Action Research · Citizen Professionals · Research

Equal Voices in a Digital World

I’ve been working on an exercise to develop a mission statement for my research.  I think I’m settling on the following.

Helping communities have an equal voice in a digital world.  To accomplish this mission, it is important to:

  • inform communities on how emerging technologies and trends are opening up new possibilities for community action;
  • enable communities through access to, and education on, appropriate technologies; and
  • collaborate with communities, giving them an equal voice in my own research and helping them have an equal voice with others.

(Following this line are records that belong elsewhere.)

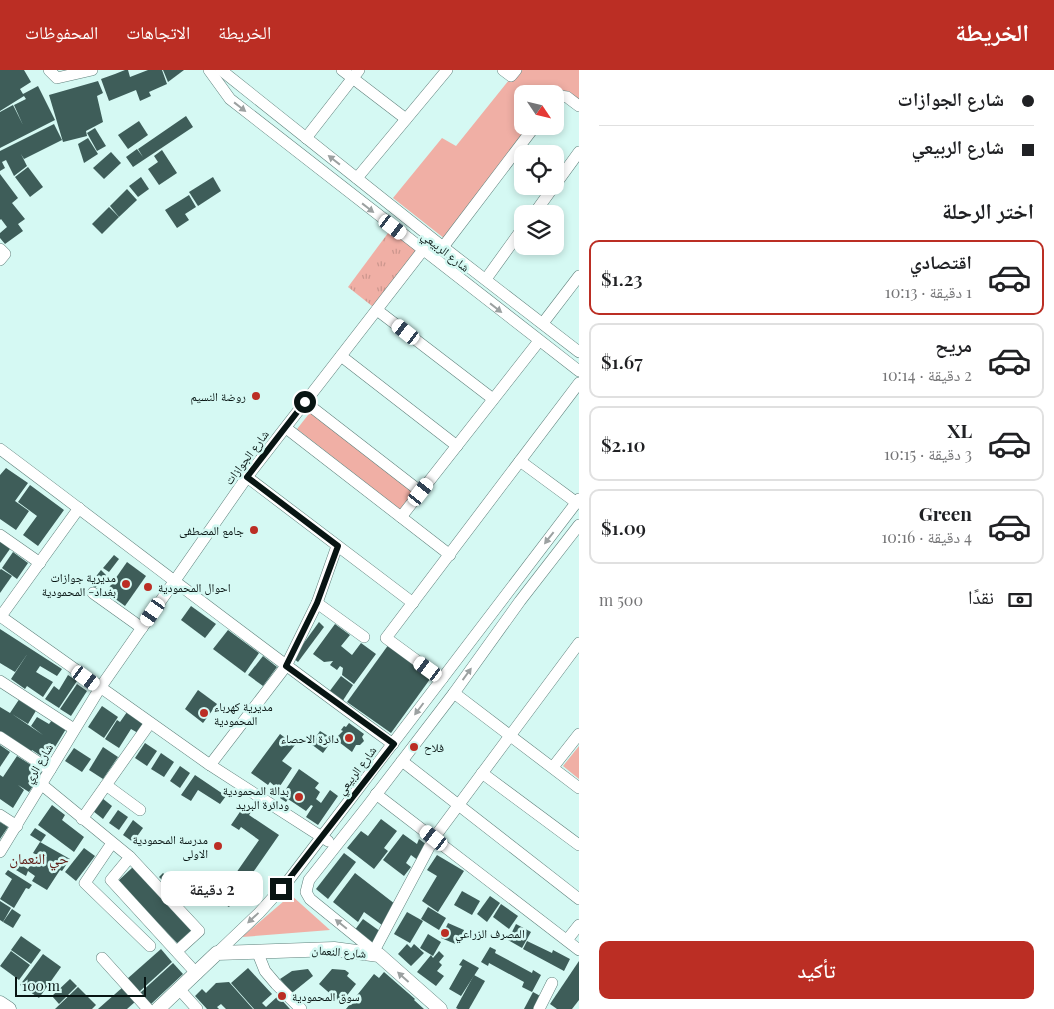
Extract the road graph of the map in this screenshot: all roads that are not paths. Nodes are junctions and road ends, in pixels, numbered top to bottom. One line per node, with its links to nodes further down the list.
1 (49, 70): 2 (street)
2 (92, 70)
3 (209, 70): 11 (street, شارع الربيعي)
4 (221, 70): 10 (street, شارع الربيعي)
5 (342, 70): 9 (street)
6 (447, 70): 14 (street)
7 (503, 70): 8 (street)
8 (516, 70)
9 (356, 74): 14 (street); 16 (street)
10 (236, 82): 11 (street); 16 (street, شارع الربيعي)
11 (226, 94): 23 (street, شارع الربيعي, one-way to 23)
12 (564, 97): 13 (street)
13 (579, 106)
14 (406, 119): 19 (street)
15 (528, 135): 21 (street)
16 (306, 138): 19 (street, شارع الربيعي, one-way to 16)
17 (579, 152): 18 (street)
18 (564, 172)
19 (357, 178): 21 (street, شارع الربيعي)
20 (514, 240): 27 (street)
21 (443, 247): 23 (street, شارع الجوازات); 25 (street); 27 (street, شارع الربيعي)
22 (0, 249): 24 (street)
23 (424, 251): 25 (street, شارع الربيعي); 28 (street, شارع الجوازات)
24 (0, 260)
25 (442, 266): 30 (street, شارع الربيعي, one-way to 30)
26 (579, 276): 29 (street)
27 (486, 279): 29 (street, شارع الربيعي)
28 (377, 310): 32 (street, شارع الجوازات); 35 (street)
29 (543, 324): 31 (street, شارع الربيعي)
30 (539, 341): 33 (street, شارع الربيعي); 35 (street)
31 (579, 352)
32 (341, 356): 36 (street, شارع الجوازات); 38 (street)
33 (579, 371)
34 (579, 383): 40 (street)
35 (493, 400): 38 (street)
36 (305, 402): 37 (street, شارع الجوازات); 42 (street)
37 (286, 428): 41 (street, شارع الجوازات); 45 (street)
38 (457, 446): 42 (street)
39 (0, 449): 44 (street)
40 (520, 461): 43 (street); 49 (street)
41 (247, 477): 48 (street); 51 (street, شارع الجوازات)
42 (421, 492): 45 (street)
43 (578, 501): 52 (street, شارع الربيعي, one-way to 52)
44 (79, 508): 50 (street); 51 (street)
45 (401, 517): 49 (street)
46 (579, 525): 53 (street)
47 (0, 535): 50 (street)
48 (338, 546): 56 (street); 57 (street)
49 (450, 554): 57 (street)
50 (40, 562): 59 (street)
51 (175, 580): 60 (street, شارع الجوازات); 63 (street)
52 (517, 580): 53 (street); 55 (street, شارع الربيعي)
53 (528, 591): 58 (street)
54 (93, 593): 60 (street)
55 (503, 599): 58 (street); 64 (street, شارع الربيعي)
56 (317, 603): 61 (street); 63 (street)
57 (413, 603): 64 (street)
58 (514, 608): 67 (street, one-way to 58)
59 (1, 616): 66 (street)
60 (142, 628): 66 (street, شارع الجوازات)
61 (364, 637)
62 (579, 643): 71 (street)
63 (286, 666): 73 (street); 75 (street)
64 (442, 679): 73 (street, شارع الربيعي, one-way to 73)
65 (0, 681): 69 (street)
66 (100, 688): 68 (street); 69 (street, شارع الري)
67 (454, 693): 71 (street); 74 (street)
68 (150, 723): 75 (street); 80 (street)
69 (74, 729): 77 (street, شارع الري)
70 (579, 734): 76 (street)
71 (510, 735): 76 (street); 78 (street)
72 (0, 737): 77 (street)
73 (394, 744): 88 (street, شارع الربيعي)
74 (402, 761): 82 (street); 83 (street)
75 (210, 765): 88 (street)
76 (553, 767): 81 (street)
77 (50, 770): 79 (street, شارع الري)
78 (482, 773): 83 (street); 90 (street)
79 (41, 784): 86 (street); 87 (street, شارع الري)
80 (106, 785): 84 (street); 86 (street)
81 (579, 788)
82 (376, 794): 89 (street); 92 (street)
83 (458, 805): 89 (street); 95 (street)
84 (140, 810)
85 (0, 815): 87 (street)
86 (82, 819): 91 (street)
87 (17, 826): 93 (street, شارع الري)
88 (322, 837): 92 (street); 102 (street, شارع الربيعي, one-way to 102)
89 (434, 838): 97 (street); 103 (street)
90 (579, 845)
91 (115, 846): 94 (street); 98 (street)
92 (335, 846): 103 (street, one-way to 92)
93 (0, 852)
94 (130, 857): 100 (street); 100 (street)
95 (579, 900)
96 (579, 925): 97 (street)
97 (567, 940): 99 (street)
98 (150, 946)
99 (579, 950)
100 (177, 951): 105 (street)
101 (257, 951): 102 (main road, شارع النعمان); 103 (main road, شارع النعمان); 114 (street)
102 (217, 953): 105 (main road)
103 (377, 953): 109 (main road, شارع النعمان, one-way to 103)
104 (102, 958): 111 (street)
105 (197, 974): 107 (main road)
106 (552, 984): 115 (street)
107 (180, 990): 112 (main road); 113 (street)
108 (0, 1003): 110 (main road)
109 (437, 1008)
110 (9, 1009)
111 (148, 1009)
112 (158, 1009)
113 (197, 1009)
114 (301, 1009)
115 (540, 1009)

As technology becomes increasingly ubiquitous, to fully participate in this digital world it is important to have the literacies needed to harness technology when appropriate, and to judge when technology is a hindrance instead of a help.  But while there is a significant economic and technical hurdle in achieving full digital inclusion for everyone, I think at the core this is a social problem.  Achieving an equal voice requires new understandings regarding the value and indeed necessity of diverse voices in all aspects of our society.

But too often we as researchers do not practice what we preach.  For in research many would argue that what we do is too specialized to engage citizens, or is contaminated through subject involvement.  I take an opposing view.  While it is helpful to regularly take a 10,000 foot view of communities, it is also critical to utilize a scholarship of engagement approach in which citizen scientists participate as equals with academic researchers.  In so doing, it becomes possible to gain unique, deep perspectives to important social issues.

While it is important to inform the community regarding the possibilities of harnessing new technologies, and to also enable them to utilize those technologies effectively, the cycle isn’t complete until there is also meaningful collaboration.  We must practice what we preach lest we live our professional lives as blind men who only percieve the full shape of an elephant through the touch of its trunk alone.